The company, controlled by developer Bernard McNamara, shut down work on a range of sites across the country yesterday morning after the State’s toxic assets agency, Nama, placed it under the control of Dublin firm Farrell Grant Sparks (FGS).
After several months of talks between the agency and the company’s management, Nama rejected the firm’s business plan, and appointed FGS partner Pearse Farrell as receiver to the business.
Nama did not comment beyond a brief statement saying that it had appointed FGS with the agreement of Michael McNamara and Co.
Nama has the right to appoint receivers to businesses whose loans it has taken over if it believes that their business plans, which are meant to demonstrate how they intend repaying the agency, are not viable.
The company was one of the biggest building and civil engineering contractors in the country, as it was also one of the most active in that sector.
Up to yesterday, it was working on projects that included a new building at NUI Galway, a hospital block at Letterkenny General Hospital in Donegal and on the Institute of Technology, Tallaght, in Dublin.
It has worked on national road projects such as the N7 Dublin-Limerick route, the €25 million research library for University College Cork, the €140 million new hospital block at St Vincent’s in Dublin and just recently finished a €17 million project for Mary Immaculate College in Limerick.
Earlier this year, Mr McNamara, who is separately being pursued by his creditors, said that the company was viable.
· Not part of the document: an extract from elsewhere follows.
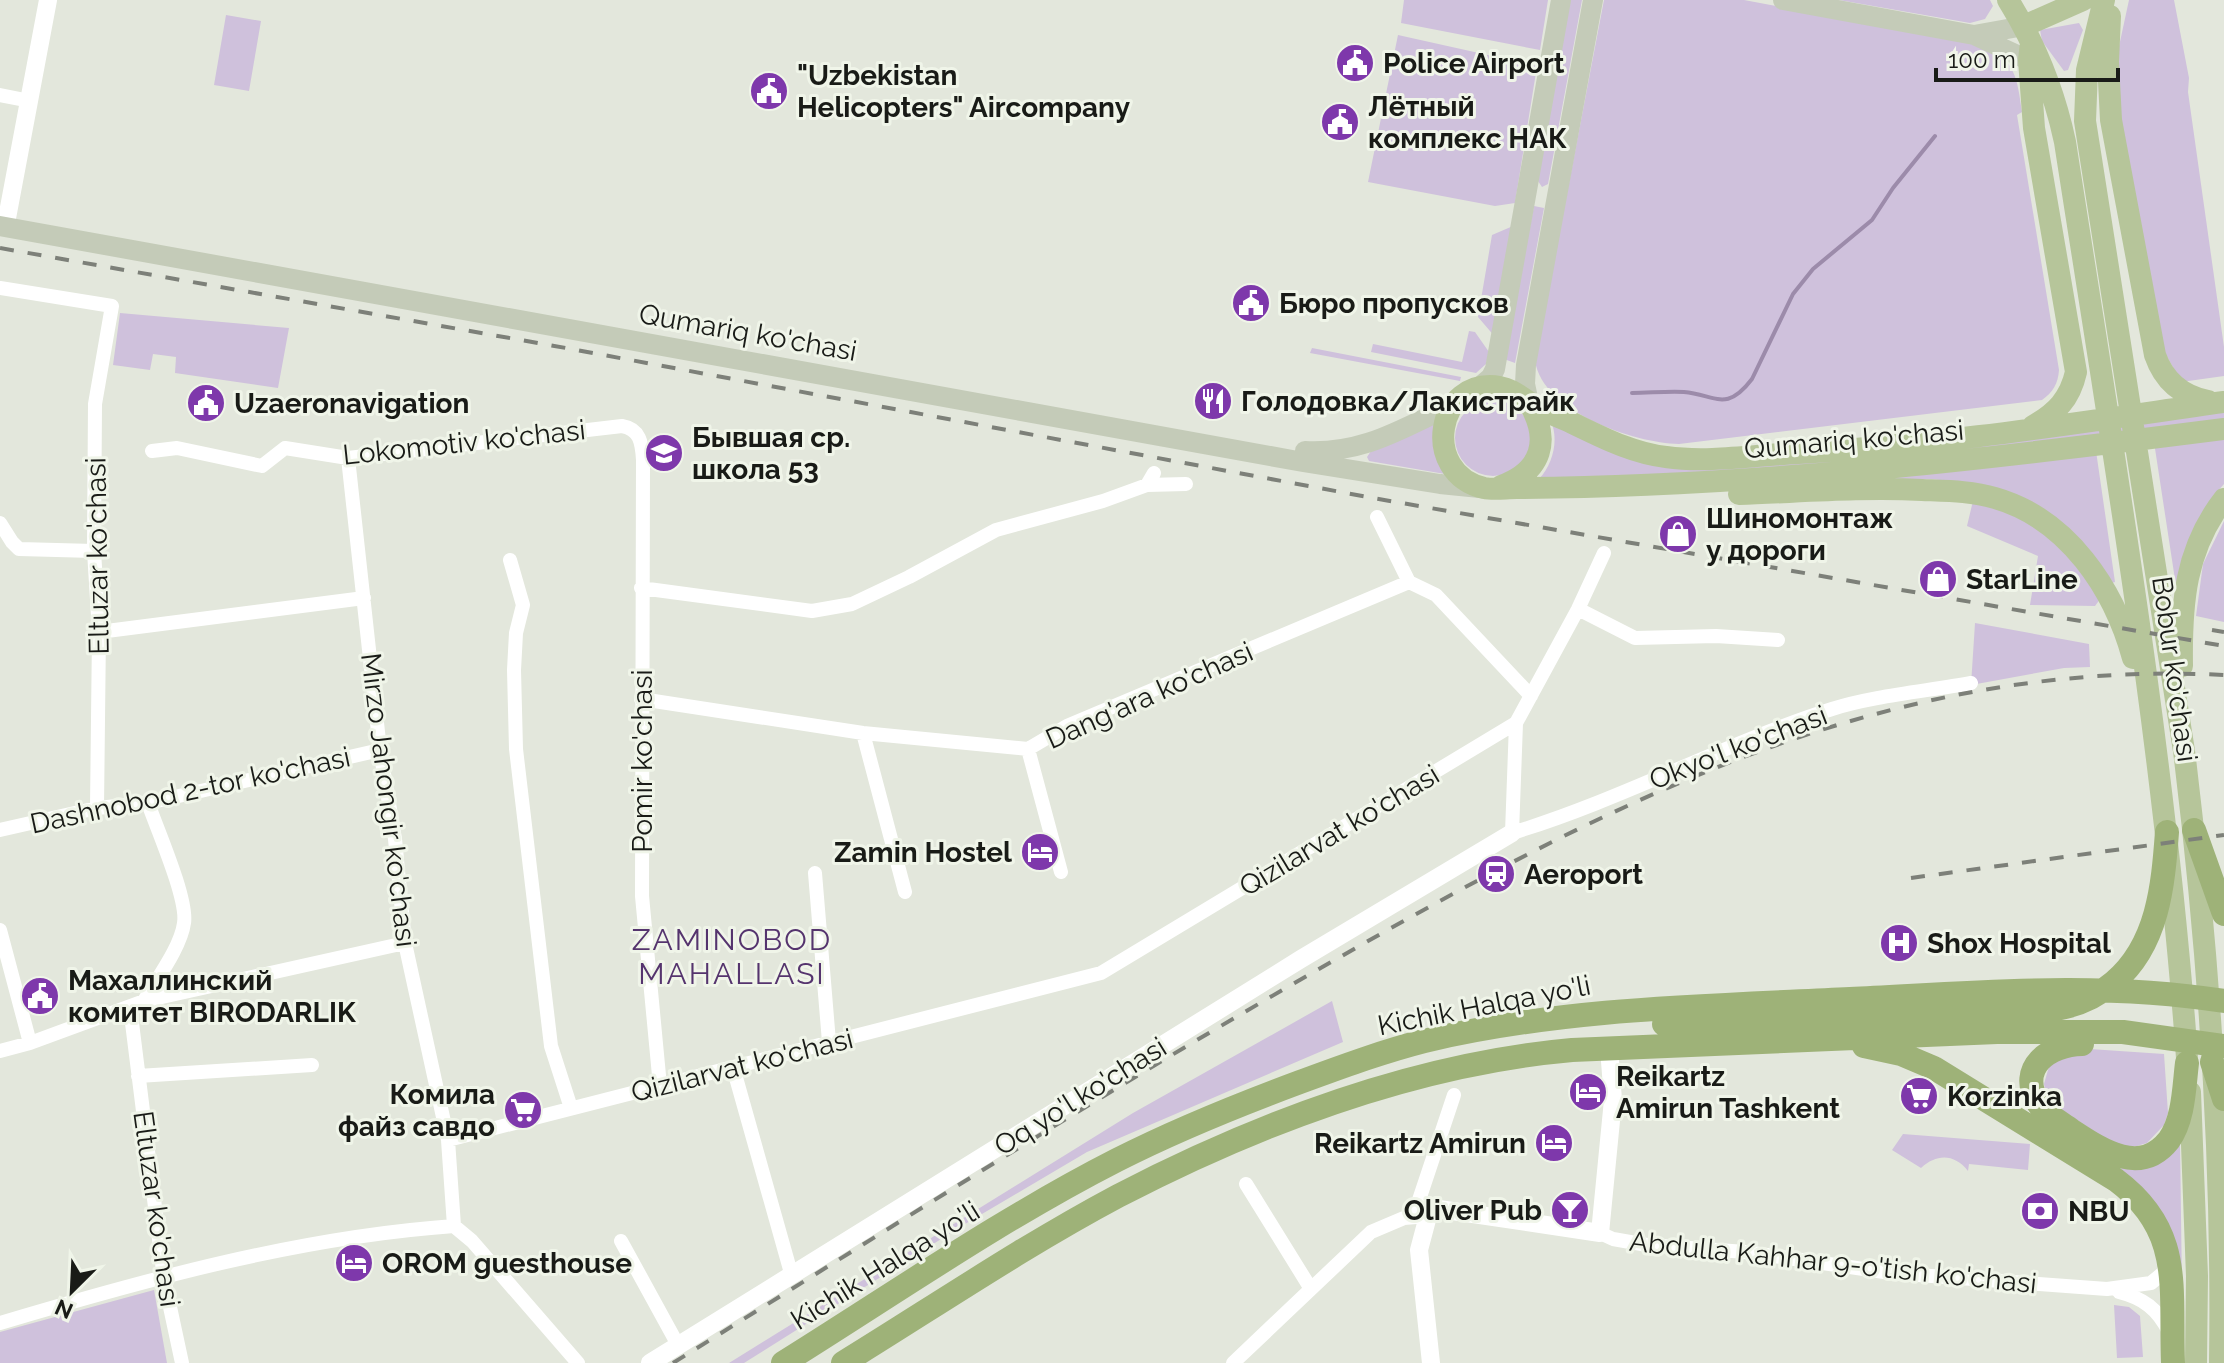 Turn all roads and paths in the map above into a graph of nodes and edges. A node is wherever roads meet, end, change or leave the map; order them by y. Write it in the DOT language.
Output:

He stepped down as a director and from any managerial roles held in the group to ensure that his personal financial woes had no impact on the business.
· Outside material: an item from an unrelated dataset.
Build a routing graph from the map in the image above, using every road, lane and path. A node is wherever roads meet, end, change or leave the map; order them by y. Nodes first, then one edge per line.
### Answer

It is understood that, in common with many other businesses in its industry, it ran into difficulty with inter-company loans.
Typically, building contractors loaned cash to companies within their groups that were involved in property speculation and development. Most of these debts are unlikely to be be repaid.
It is not possible to say what Michael McNamara’s exposure to this is, as it is an unlimited company and does not publish accounts.
Industry sources also pointed out yesterday that the company has been bidding for projects at prices that would have made it little or no profit in order to ensure that work and cash continued to flow into the business.
Workers and subcontractors who arrived at sites being operated by McNamara yesterday were shocked to find them closed and to be told that their services were not required from that point.
Pat Harte, whose firm P Harte and Co had been working on the Institute of Technology, Tallaght, site, said that he had been expecting Michael McNamara and Co to pay him €200,000 that it owed his business yesterday.
Instead he said that he believes that he will get nothing as the debt is not secured, and other creditors will take precedence.
It is not known at this stage how many subcontractors will be hit by the receivership.